(WORK INSTRUCTION):
In the entries below, count every line that has the string "Gunther", and answer with that count alone.

(RAW DATA):
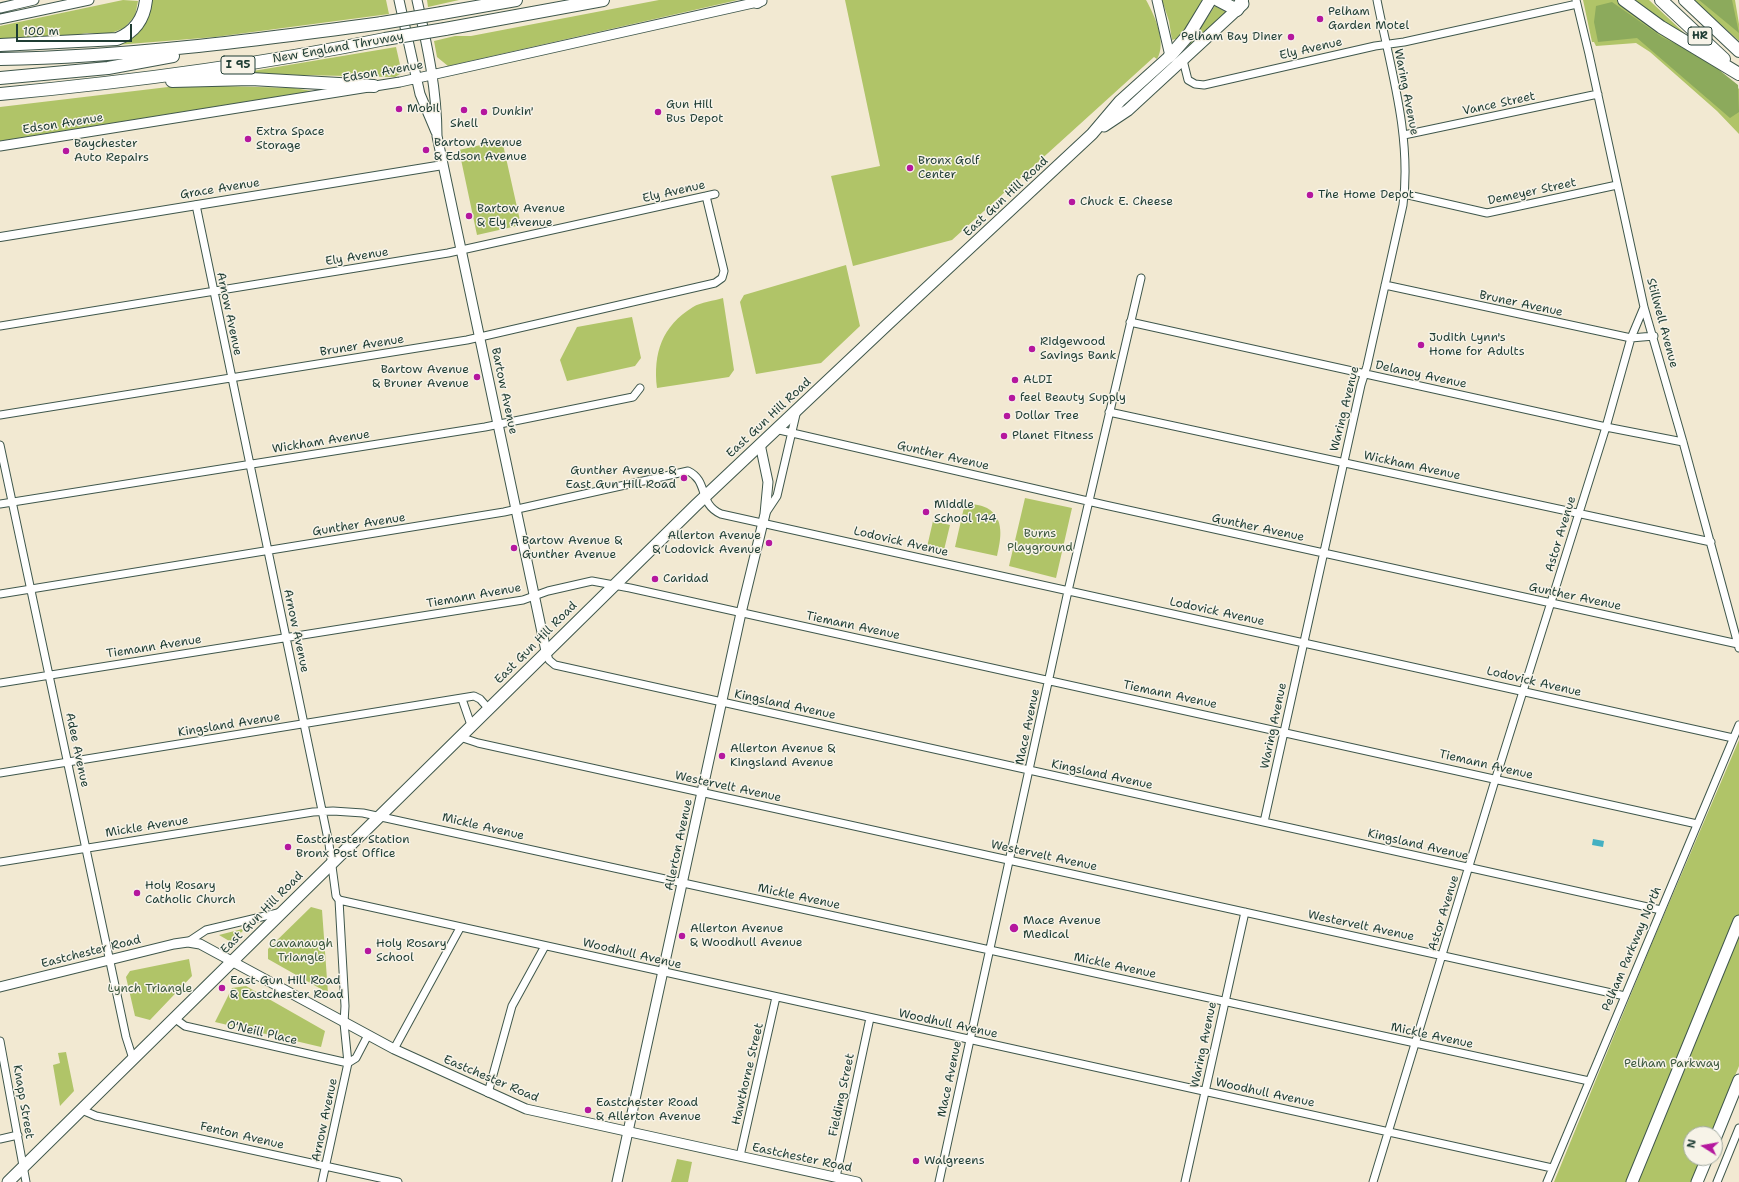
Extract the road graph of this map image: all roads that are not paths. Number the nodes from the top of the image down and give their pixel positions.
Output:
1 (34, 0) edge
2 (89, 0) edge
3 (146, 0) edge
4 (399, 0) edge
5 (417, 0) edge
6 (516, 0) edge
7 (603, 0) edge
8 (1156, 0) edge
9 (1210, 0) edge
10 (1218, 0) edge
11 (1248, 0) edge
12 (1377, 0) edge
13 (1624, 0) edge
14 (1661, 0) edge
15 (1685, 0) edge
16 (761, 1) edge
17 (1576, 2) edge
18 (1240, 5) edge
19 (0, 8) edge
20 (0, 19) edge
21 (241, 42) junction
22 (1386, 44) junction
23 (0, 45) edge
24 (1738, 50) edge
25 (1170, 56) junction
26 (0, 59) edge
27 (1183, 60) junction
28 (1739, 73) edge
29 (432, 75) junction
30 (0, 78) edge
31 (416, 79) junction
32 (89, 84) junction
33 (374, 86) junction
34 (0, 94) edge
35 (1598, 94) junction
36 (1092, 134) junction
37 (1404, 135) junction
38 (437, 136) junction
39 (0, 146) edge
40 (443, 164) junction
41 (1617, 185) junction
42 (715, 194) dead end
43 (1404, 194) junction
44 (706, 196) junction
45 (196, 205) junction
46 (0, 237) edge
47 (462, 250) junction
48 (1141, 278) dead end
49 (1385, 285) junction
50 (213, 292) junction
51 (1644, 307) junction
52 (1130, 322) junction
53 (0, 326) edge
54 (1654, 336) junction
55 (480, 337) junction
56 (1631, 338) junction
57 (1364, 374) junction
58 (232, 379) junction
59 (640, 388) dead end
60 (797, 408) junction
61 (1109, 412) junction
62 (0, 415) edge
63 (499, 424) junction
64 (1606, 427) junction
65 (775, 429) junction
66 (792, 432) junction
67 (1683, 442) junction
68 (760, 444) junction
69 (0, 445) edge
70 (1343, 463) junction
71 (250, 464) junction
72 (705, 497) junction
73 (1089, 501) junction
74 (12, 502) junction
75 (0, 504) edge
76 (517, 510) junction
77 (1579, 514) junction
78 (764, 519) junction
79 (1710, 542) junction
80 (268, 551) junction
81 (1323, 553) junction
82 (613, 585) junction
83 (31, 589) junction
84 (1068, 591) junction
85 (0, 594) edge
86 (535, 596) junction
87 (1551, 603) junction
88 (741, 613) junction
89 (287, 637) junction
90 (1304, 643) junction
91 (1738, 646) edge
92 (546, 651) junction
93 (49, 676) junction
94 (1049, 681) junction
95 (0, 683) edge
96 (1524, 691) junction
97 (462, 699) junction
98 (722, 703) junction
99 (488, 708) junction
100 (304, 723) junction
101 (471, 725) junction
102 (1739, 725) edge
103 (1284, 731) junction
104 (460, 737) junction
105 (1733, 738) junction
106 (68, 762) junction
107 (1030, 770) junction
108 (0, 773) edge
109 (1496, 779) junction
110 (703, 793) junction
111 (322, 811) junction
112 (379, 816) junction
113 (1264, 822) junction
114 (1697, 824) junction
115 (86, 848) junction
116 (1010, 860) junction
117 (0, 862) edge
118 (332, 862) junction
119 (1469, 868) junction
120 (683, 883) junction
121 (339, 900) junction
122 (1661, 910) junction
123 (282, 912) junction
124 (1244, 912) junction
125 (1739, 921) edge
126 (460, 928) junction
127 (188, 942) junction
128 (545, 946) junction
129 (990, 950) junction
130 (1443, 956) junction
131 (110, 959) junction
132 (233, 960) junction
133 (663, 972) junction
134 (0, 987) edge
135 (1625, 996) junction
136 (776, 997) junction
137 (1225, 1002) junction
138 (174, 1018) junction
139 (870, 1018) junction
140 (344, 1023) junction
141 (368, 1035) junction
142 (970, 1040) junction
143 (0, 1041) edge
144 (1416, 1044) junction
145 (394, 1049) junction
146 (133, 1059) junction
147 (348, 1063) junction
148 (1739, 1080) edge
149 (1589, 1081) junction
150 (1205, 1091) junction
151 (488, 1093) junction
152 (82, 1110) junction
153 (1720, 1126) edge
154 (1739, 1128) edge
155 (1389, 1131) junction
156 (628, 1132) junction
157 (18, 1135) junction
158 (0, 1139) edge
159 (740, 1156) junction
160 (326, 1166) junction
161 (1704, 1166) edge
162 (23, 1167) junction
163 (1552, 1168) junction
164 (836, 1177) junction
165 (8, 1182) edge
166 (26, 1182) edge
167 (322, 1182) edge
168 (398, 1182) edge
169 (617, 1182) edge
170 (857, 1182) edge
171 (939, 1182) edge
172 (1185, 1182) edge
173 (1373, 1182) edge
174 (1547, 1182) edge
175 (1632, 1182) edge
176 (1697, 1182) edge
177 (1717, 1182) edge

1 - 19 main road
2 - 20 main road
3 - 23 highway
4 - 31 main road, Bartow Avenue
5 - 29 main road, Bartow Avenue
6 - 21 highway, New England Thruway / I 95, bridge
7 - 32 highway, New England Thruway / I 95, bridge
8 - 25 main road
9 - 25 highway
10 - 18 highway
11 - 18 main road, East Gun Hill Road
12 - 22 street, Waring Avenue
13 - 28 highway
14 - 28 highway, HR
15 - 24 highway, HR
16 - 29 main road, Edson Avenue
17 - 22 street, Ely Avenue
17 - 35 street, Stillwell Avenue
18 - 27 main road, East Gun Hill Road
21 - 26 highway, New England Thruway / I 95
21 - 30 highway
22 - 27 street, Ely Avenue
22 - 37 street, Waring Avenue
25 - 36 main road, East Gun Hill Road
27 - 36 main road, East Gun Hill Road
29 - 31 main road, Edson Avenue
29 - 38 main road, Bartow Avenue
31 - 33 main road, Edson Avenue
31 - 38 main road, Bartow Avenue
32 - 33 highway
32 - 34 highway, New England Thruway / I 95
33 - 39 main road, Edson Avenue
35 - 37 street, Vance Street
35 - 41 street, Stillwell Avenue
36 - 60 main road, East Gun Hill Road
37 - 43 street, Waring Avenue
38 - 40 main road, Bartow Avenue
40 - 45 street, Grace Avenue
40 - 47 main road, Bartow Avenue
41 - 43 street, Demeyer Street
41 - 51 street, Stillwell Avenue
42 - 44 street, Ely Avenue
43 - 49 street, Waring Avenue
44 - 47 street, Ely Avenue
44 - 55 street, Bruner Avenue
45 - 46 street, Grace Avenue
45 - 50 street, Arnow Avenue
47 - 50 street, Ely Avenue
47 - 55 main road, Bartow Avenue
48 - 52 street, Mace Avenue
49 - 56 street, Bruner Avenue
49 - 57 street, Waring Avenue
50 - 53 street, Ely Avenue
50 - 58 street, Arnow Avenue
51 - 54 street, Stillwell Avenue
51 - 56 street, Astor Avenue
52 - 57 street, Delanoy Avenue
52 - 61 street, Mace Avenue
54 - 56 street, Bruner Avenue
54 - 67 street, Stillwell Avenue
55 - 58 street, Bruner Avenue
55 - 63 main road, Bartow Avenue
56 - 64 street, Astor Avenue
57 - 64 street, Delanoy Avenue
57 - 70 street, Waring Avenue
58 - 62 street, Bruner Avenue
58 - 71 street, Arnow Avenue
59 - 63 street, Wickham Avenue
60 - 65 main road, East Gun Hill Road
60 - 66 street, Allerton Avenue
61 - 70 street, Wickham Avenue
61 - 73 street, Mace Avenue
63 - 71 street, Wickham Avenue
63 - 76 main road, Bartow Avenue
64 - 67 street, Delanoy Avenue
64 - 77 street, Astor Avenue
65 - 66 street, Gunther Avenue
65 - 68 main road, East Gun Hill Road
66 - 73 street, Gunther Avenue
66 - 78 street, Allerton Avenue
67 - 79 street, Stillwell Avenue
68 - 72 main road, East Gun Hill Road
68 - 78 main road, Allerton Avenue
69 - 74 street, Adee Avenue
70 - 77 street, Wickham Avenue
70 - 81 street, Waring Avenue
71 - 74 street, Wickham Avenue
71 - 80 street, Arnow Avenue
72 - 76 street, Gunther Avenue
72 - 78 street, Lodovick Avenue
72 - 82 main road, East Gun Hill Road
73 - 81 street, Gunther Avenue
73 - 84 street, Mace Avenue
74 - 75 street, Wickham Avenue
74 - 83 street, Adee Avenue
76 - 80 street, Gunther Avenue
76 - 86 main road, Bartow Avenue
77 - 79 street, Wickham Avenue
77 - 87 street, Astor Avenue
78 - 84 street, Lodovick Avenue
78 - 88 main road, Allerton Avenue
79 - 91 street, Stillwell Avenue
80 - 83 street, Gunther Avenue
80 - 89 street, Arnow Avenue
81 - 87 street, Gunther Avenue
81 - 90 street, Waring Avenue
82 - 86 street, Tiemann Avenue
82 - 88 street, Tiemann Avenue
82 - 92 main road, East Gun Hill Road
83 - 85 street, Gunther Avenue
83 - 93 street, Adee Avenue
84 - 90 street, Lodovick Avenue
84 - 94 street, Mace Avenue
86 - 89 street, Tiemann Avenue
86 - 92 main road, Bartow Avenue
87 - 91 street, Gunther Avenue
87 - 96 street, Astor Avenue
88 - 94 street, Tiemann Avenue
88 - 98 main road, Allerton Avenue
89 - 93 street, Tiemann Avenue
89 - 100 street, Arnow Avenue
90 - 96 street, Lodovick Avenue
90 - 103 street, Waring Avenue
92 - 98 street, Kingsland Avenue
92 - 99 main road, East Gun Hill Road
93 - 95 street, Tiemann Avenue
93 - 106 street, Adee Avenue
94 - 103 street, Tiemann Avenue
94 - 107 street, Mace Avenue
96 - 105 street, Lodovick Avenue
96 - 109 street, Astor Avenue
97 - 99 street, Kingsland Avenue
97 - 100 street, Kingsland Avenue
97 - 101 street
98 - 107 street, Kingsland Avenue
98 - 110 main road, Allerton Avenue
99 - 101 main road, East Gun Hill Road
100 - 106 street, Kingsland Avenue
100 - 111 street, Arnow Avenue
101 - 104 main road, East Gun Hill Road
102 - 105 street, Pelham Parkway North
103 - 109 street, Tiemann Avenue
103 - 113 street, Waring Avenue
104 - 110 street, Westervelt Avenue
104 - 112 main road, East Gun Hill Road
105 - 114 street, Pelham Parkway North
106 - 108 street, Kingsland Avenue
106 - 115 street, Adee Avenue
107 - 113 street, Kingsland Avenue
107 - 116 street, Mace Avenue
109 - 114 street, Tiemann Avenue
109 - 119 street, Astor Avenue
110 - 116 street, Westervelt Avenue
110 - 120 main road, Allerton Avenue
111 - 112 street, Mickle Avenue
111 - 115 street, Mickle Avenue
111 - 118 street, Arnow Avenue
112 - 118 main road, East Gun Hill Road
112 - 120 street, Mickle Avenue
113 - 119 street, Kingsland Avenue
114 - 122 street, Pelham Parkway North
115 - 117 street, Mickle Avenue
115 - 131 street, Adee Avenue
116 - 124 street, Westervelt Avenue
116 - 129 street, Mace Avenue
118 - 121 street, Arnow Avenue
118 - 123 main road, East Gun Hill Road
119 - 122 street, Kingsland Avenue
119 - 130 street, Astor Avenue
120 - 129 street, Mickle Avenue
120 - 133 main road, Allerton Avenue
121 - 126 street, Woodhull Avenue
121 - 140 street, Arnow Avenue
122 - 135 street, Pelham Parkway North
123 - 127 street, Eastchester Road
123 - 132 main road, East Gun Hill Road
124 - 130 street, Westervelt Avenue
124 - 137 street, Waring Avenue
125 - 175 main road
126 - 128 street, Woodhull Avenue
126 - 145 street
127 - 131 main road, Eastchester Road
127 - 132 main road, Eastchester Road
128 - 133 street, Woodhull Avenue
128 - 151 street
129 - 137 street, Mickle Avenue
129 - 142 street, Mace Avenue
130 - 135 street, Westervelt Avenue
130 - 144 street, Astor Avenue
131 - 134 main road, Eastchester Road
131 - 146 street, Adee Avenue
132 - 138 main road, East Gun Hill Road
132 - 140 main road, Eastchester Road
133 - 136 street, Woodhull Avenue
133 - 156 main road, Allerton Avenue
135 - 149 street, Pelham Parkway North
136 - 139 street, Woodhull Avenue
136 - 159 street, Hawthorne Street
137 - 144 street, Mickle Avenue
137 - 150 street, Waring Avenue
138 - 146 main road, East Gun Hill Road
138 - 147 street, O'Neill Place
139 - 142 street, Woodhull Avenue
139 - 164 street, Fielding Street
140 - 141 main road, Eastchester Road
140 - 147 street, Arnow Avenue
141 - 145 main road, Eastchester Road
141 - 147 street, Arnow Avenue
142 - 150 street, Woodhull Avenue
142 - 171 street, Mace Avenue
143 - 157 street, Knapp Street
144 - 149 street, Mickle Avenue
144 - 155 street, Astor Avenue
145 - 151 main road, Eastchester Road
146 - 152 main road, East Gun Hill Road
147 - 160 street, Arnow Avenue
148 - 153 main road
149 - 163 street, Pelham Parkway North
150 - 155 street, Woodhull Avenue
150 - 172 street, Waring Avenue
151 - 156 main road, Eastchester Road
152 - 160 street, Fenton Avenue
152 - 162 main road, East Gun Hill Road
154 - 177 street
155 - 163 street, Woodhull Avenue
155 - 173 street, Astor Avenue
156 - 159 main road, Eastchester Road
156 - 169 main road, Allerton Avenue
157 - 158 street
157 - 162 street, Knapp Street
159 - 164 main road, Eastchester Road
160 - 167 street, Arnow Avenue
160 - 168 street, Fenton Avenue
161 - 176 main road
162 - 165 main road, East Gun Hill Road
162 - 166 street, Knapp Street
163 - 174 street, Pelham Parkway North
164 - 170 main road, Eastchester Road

(SOLUTION TO THE EXERCISE):
9